**Exercise data:**
☆ ☆ ☆

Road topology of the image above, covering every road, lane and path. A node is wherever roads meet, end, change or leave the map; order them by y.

☆ ☆ ☆

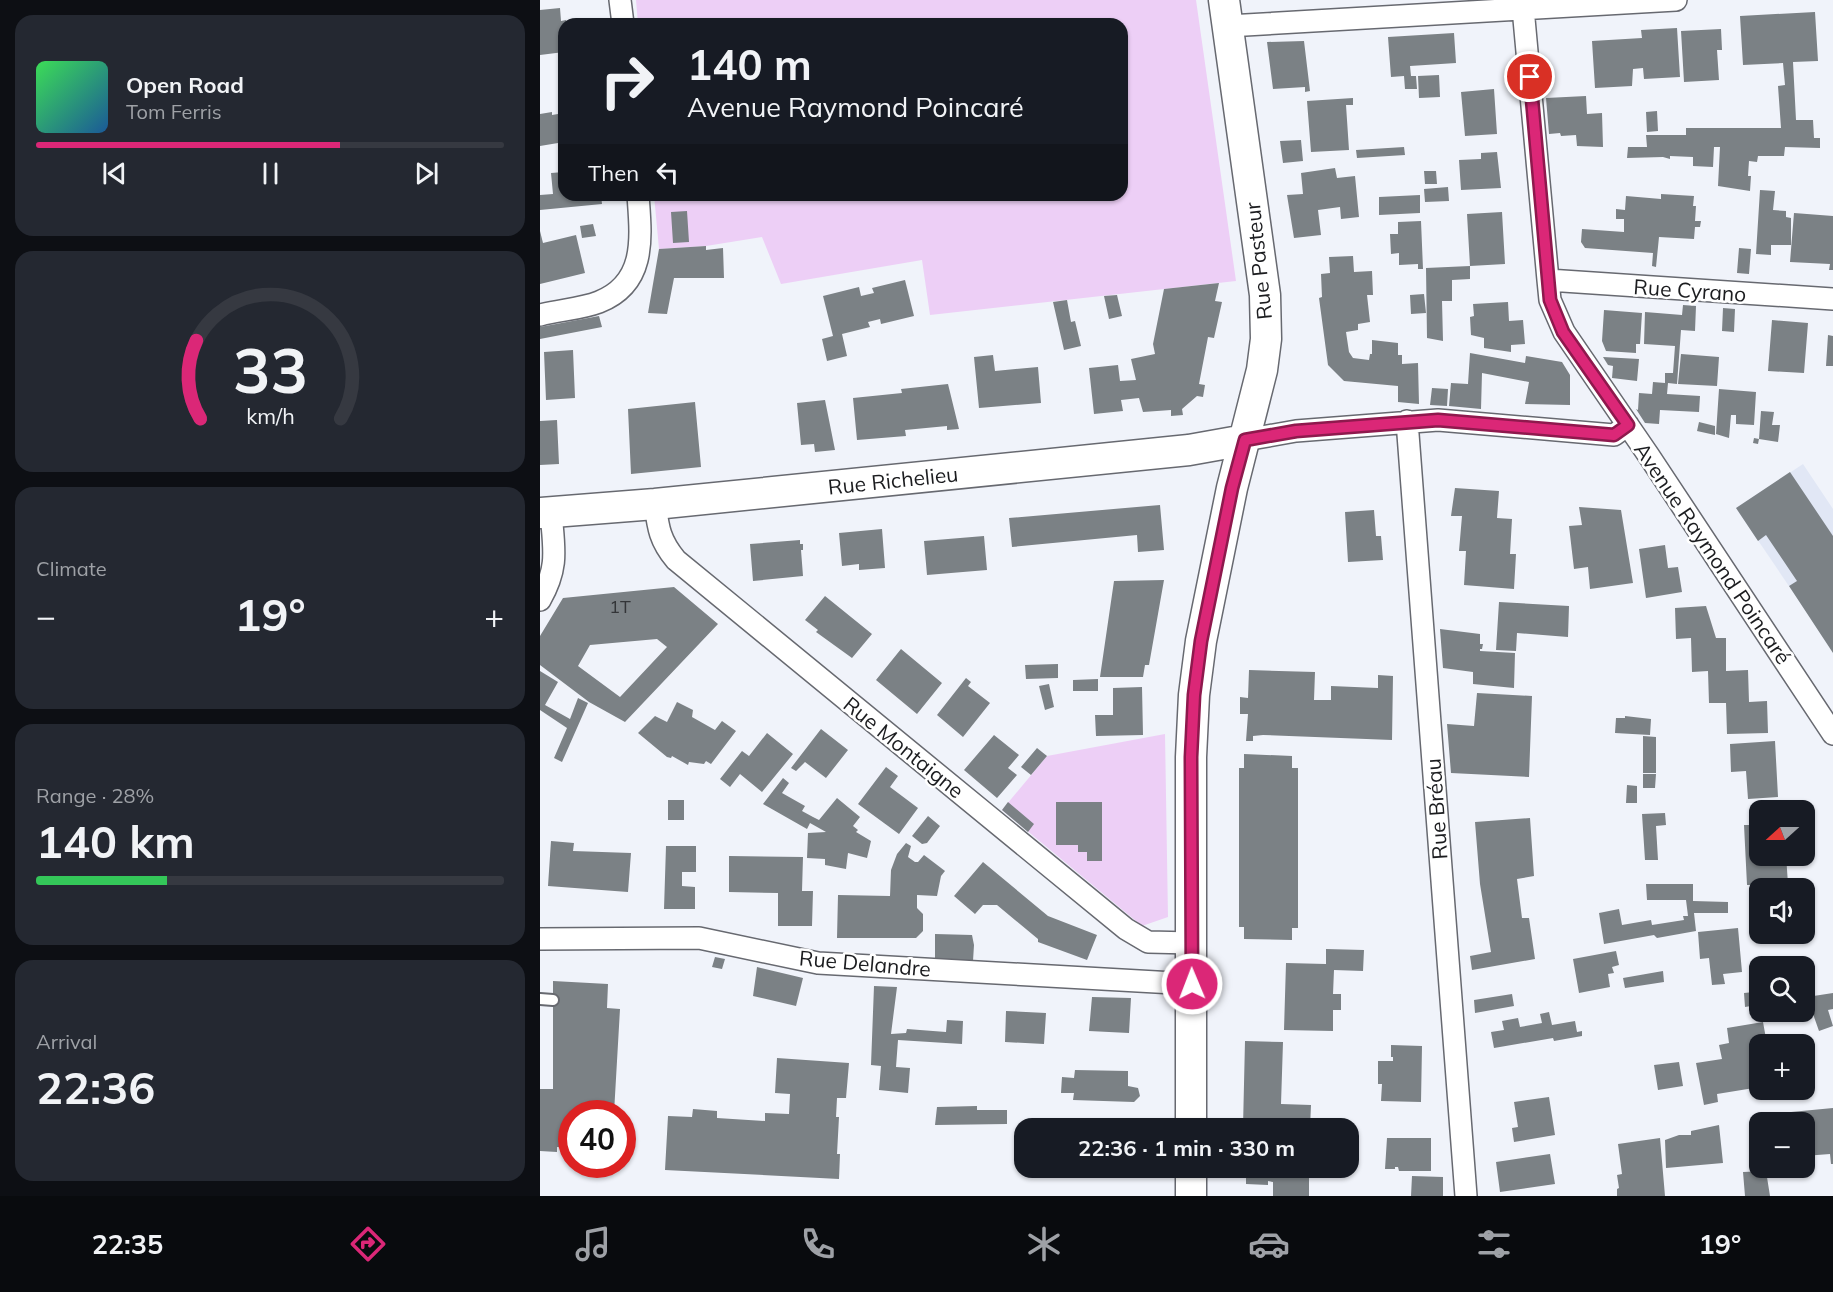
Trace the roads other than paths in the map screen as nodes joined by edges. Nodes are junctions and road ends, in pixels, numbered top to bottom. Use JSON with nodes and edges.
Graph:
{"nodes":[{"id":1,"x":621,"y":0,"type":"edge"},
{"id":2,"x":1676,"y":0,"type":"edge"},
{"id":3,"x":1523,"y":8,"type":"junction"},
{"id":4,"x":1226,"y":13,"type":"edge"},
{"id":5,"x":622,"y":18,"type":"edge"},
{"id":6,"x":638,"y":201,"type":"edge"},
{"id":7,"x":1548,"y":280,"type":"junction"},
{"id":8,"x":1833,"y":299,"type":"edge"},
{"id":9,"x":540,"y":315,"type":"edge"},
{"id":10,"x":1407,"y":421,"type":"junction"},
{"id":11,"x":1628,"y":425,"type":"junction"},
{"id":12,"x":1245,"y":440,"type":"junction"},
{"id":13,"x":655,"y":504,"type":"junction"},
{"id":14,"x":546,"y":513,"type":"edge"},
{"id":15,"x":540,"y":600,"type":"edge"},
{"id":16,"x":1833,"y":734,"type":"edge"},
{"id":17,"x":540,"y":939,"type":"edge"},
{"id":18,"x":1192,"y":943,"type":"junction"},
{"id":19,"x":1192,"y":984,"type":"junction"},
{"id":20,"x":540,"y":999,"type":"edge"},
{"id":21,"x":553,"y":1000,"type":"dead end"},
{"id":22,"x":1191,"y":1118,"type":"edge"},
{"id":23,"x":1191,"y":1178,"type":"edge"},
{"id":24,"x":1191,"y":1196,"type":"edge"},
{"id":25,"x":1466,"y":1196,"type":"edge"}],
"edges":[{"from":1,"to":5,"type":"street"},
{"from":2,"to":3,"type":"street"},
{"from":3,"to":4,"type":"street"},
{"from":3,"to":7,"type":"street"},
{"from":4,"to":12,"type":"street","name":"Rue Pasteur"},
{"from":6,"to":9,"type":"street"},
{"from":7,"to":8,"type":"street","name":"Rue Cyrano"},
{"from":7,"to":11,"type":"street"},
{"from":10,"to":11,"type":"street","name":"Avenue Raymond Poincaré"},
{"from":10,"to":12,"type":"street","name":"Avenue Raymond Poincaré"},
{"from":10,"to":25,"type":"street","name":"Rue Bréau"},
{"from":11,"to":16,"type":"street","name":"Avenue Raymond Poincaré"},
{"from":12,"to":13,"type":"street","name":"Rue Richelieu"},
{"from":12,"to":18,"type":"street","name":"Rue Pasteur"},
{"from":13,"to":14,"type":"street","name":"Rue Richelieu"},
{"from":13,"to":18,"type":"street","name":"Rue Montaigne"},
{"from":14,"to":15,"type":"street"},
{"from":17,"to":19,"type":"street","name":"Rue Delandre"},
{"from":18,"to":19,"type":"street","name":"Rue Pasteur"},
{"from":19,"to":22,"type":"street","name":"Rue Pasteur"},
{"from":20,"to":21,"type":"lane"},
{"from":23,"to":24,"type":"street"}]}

☆ ☆ ☆

**What to produce:**
Go through the entries and copy every line that has "road".

**Task solution:**
Road topology of the image above, covering every road, lane and path. A node is wherever roads meet, end, change or leave the map; order them by y.
Trace the roads other than paths in the map screen as nodes joined by edges. Nodes are junctions and road ends, in pixels, numbered top to bottom. Use JSON with nodes and edges.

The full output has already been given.